Infatti, si deve ritenere che la L. n. 82/1991, nel disporre la protezione di testimoni, non accordi alle persone ammesse allo speciale programma di protezione una sorta di autorizzazione a commettere atti illeciti, ma le vincoli al rigoroso rispetto della legge, indipendentemente dagli obblighi specificatamente assunti all’atto della sottoscrizione del programma medesimo; la "ratio" giustificatrice di tale tutela, infatti, non è certo quella di esonerare da responsabilità gli autori di comportamenti illeciti, ma di offrire adeguata protezione e sostegno economico a chi dimostri la seria intenzione di collaborare con la giustizia nella lotta dello Stato contro il crimine e, in particolare, contro la delinquenza di tipo mafioso. La revoca o la modifica dell’originario programma speciale di protezione, quindi, non può ritenersi una specie di prassi seguita dalla Commissione centrale in presenza della constatata inosservanza degli obblighi derivanti dal programma di protezione stesso, ma rappresenta diretta conseguenza dell’inosservanza all’impegno assunto dall’interessato sin dal momento della sua decisione di offrire il pratico apporto collaborativo alla giustizia e confermato dall’atto della sottoscrizione, prevista dall’art. 12, comma secondo, della L. n. 82/1991 (Cons. Stato, Sez. VI, sent. n. 2541 del 24042009).
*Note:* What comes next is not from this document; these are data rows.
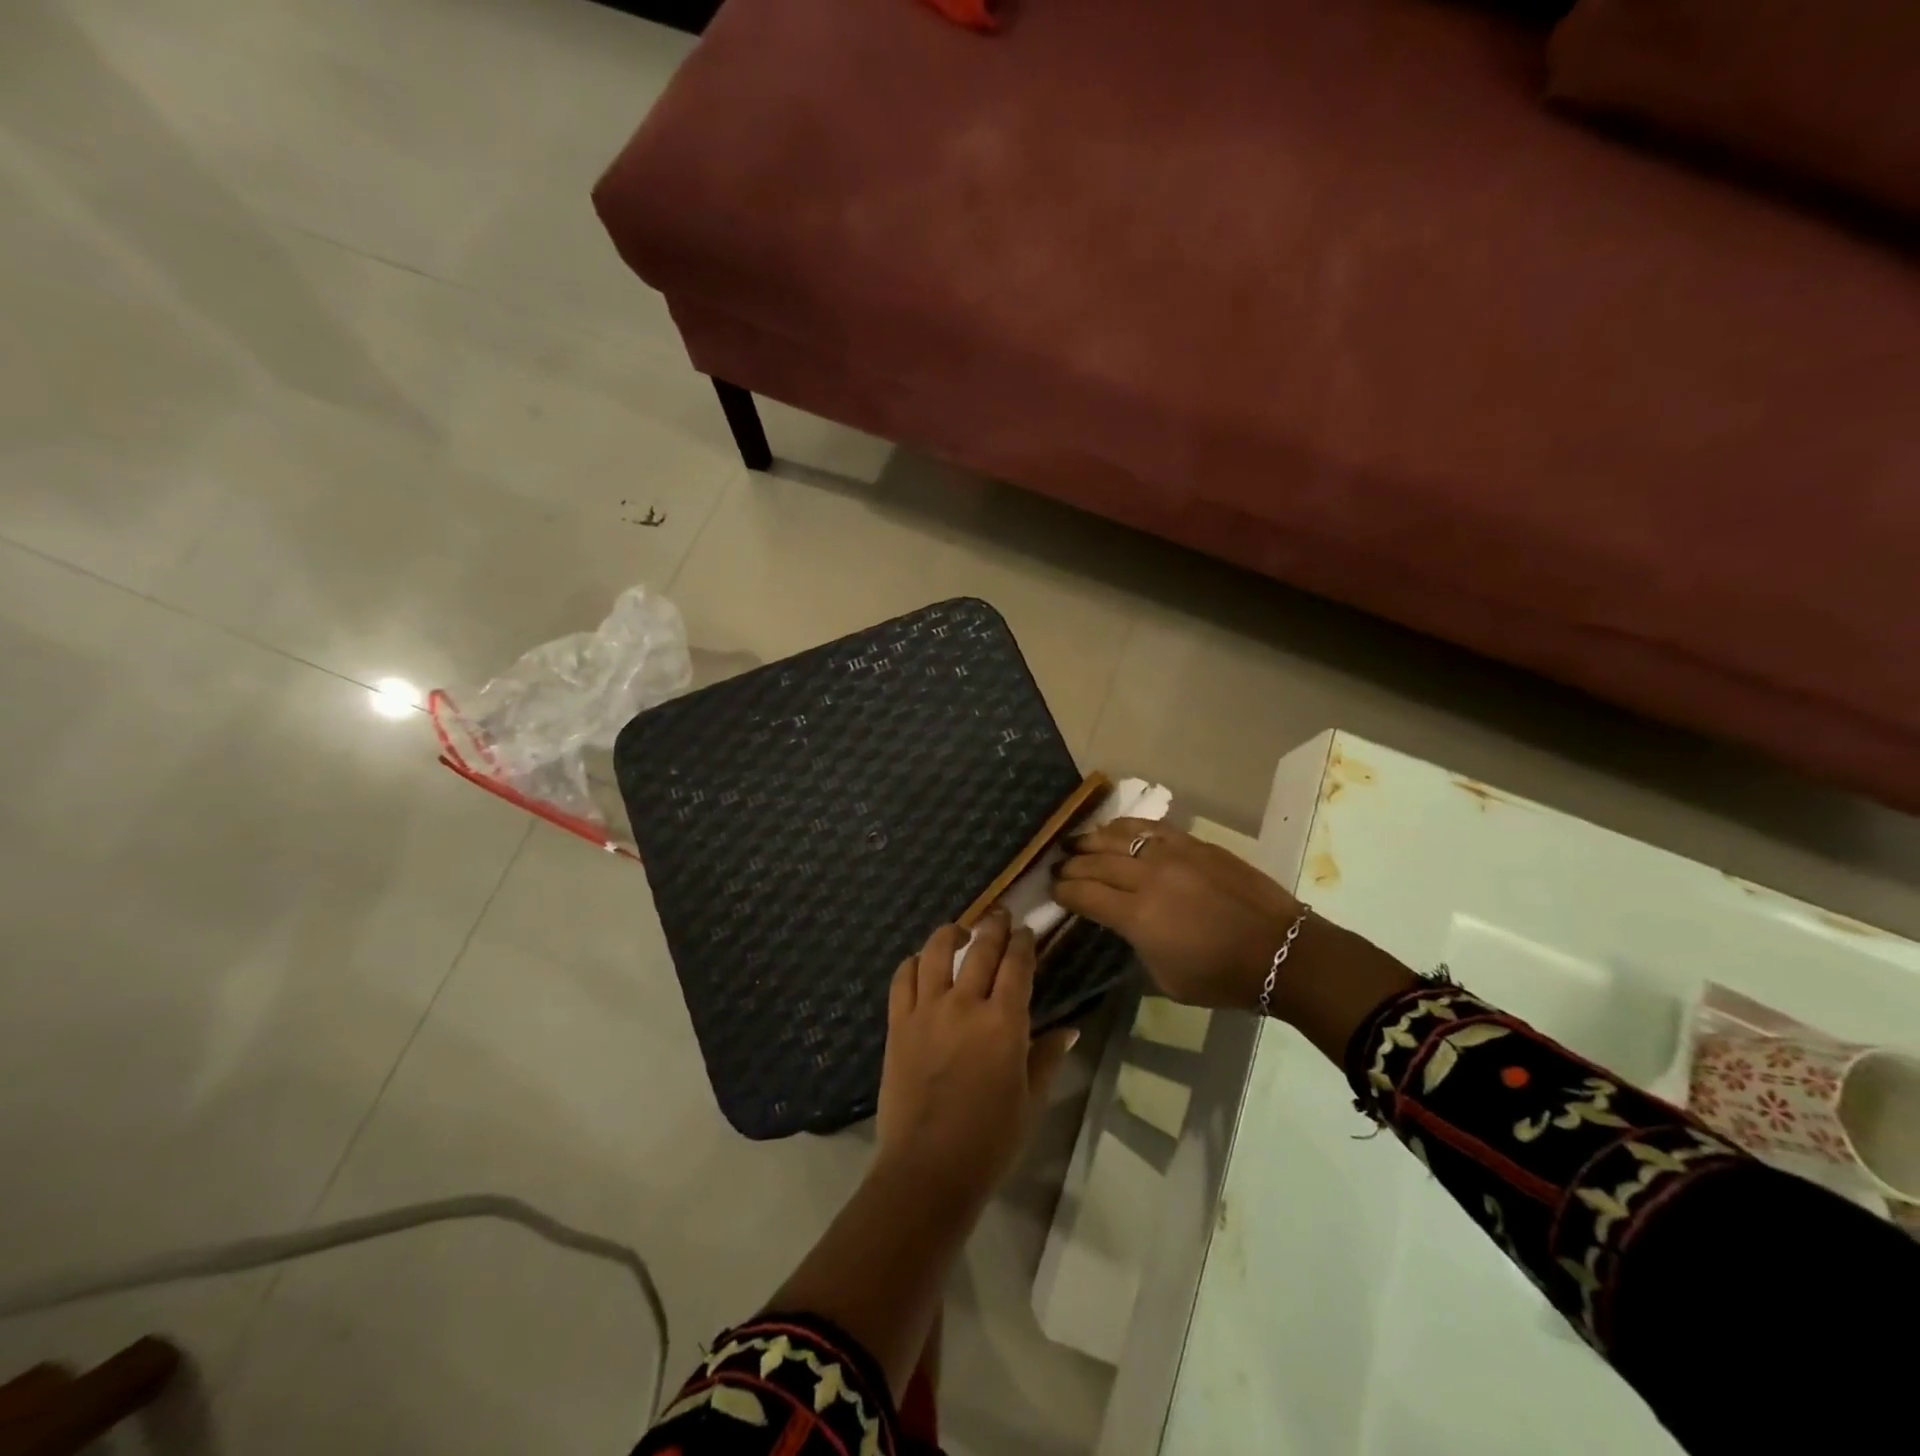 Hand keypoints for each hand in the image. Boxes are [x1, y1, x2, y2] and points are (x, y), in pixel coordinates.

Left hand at [875, 911, 1077, 1210]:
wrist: (928, 1169)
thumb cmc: (990, 1141)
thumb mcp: (1031, 1101)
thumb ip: (1047, 1057)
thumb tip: (1069, 1029)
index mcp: (1003, 1023)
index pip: (1017, 965)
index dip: (1023, 943)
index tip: (1027, 931)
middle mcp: (965, 1005)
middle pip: (980, 949)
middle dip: (993, 926)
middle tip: (1000, 915)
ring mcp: (927, 1011)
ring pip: (935, 952)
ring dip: (950, 933)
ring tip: (959, 929)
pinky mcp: (898, 1024)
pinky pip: (902, 979)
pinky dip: (912, 963)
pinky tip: (920, 962)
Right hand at [1055, 820, 1304, 1009]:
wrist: (1280, 951)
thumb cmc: (1221, 977)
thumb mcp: (1165, 977)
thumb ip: (1136, 943)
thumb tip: (1123, 922)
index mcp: (1137, 916)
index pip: (1084, 895)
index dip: (1062, 892)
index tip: (1051, 890)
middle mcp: (1147, 877)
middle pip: (1095, 862)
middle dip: (1070, 865)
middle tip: (1056, 867)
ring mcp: (1171, 854)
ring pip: (1118, 837)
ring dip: (1091, 839)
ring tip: (1075, 842)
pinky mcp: (1193, 843)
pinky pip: (1149, 827)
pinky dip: (1125, 826)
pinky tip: (1114, 828) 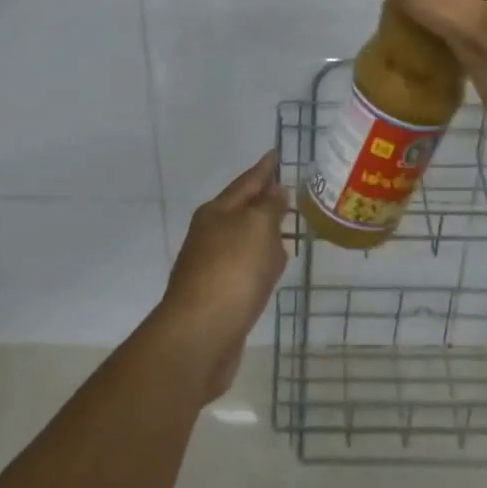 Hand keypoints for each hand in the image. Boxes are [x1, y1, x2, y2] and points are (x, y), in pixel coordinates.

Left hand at [154, 151, 288, 402]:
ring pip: (244, 241)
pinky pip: (246, 269)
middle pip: (242, 210)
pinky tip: (272, 271)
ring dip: (263, 234)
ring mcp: (211, 266)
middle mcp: (210, 234)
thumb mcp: (258, 227)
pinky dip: (260, 264)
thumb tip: (276, 192)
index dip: (264, 168)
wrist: (200, 335)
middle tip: (286, 191)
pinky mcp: (218, 296)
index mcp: (217, 211)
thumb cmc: (232, 271)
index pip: (246, 181)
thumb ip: (270, 207)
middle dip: (263, 200)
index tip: (276, 153)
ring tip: (286, 230) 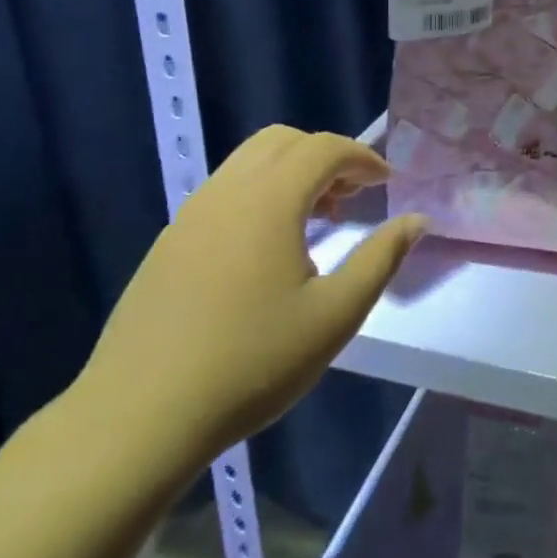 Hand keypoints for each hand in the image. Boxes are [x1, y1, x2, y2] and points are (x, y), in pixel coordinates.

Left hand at [68, 126, 428, 479]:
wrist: (140, 417)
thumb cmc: (252, 362)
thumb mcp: (335, 315)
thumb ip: (381, 258)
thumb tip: (417, 220)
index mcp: (269, 200)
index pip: (323, 148)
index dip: (362, 157)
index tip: (386, 183)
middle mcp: (226, 192)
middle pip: (283, 140)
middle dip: (326, 155)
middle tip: (352, 196)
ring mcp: (190, 214)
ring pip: (249, 162)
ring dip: (291, 172)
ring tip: (316, 220)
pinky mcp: (169, 241)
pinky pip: (224, 191)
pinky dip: (259, 193)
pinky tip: (268, 248) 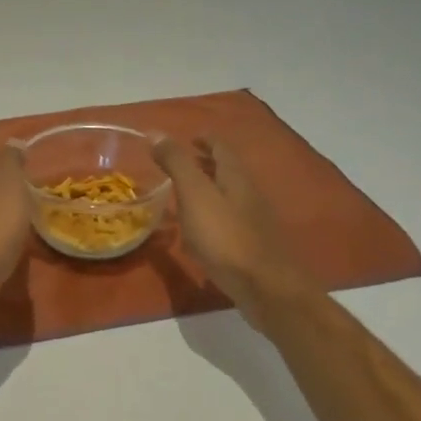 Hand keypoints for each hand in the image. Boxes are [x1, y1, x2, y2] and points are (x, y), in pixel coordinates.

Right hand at [154, 136, 317, 323]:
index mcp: (236, 178)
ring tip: (184, 195)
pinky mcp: (251, 248)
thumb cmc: (226, 237)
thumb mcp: (195, 194)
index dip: (206, 140)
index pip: (222, 149)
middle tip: (183, 164)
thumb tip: (155, 132)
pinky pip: (228, 223)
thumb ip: (177, 163)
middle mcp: (249, 195)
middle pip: (228, 172)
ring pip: (229, 197)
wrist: (265, 287)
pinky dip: (212, 218)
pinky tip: (198, 233)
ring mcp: (253, 223)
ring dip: (209, 191)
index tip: (190, 138)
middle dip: (207, 164) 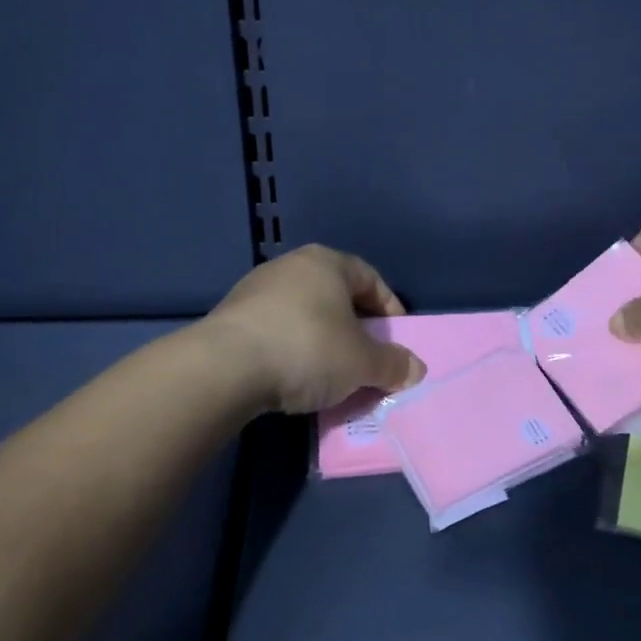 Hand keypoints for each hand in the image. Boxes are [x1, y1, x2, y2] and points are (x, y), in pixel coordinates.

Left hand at [204, 245, 426, 414]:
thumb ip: (392, 364)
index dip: (390, 309)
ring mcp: (256, 290)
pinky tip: (294, 378)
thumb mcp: (361, 362)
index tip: (397, 340)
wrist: (224, 368)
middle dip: (356, 329)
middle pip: (336, 296)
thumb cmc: (307, 349)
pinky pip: (276, 331)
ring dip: (323, 341)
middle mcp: (291, 266)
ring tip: (331, 375)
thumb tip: (416, 370)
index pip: (370, 279)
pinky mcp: (231, 318)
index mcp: (327, 262)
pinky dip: (292, 351)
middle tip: (367, 359)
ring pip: (305, 314)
La revoca, come la modifica, delle speciali misure di protezione e dello speciale programma di protezione disposti dalla Commissione Centrale e sottoscritti dall’interessato (art. 12 l. n. 82/1991 e succ. mod.) – e dunque costituenti oggetto di un vero e proprio contratto di natura pubblica, fonte di reciproci diritti ed obblighi – possono essere disposte non solo per la cessazione o per la modifica del presupposto essenziale delle misure, ossia del pericolo cui è esposto il collaboratore di giustizia in conseguenza dei suoi apporti alle indagini, ma anche a causa di comportamenti inadempienti dello stesso collaboratore (Cons. Stato, Sez. VI, sent. n. 1955 del 07042010, che conferma la sentenza del Tar Lazio – Roma, sez. I ter, n. 8197/2004).

5. Alla luce delle considerazioni che precedono il Collegio ritiene che il ricorso sia infondato e debba essere respinto.

6. Sussistono validi motivi – legati alla particolarità delle vicenda e delle questioni trattate – per disporre la integrale compensazione delle spese di giudizio fra le parti in causa.

P.Q.M.

Il Tribunale Amministrativo Regionale per il Lazio (Sezione Prima Ter), definitivamente pronunciando sul ricorso, come in epigrafe proposto:

– lo respinge il ricorso;

– dispone la integrale compensazione delle spese di giudizio fra le parti in causa;

– ordina che la presente sentenza sia eseguita dalla competente Autorità amministrativa.

Testo non ufficiale. La sola stampa del bollettino ufficiale ha carattere legale.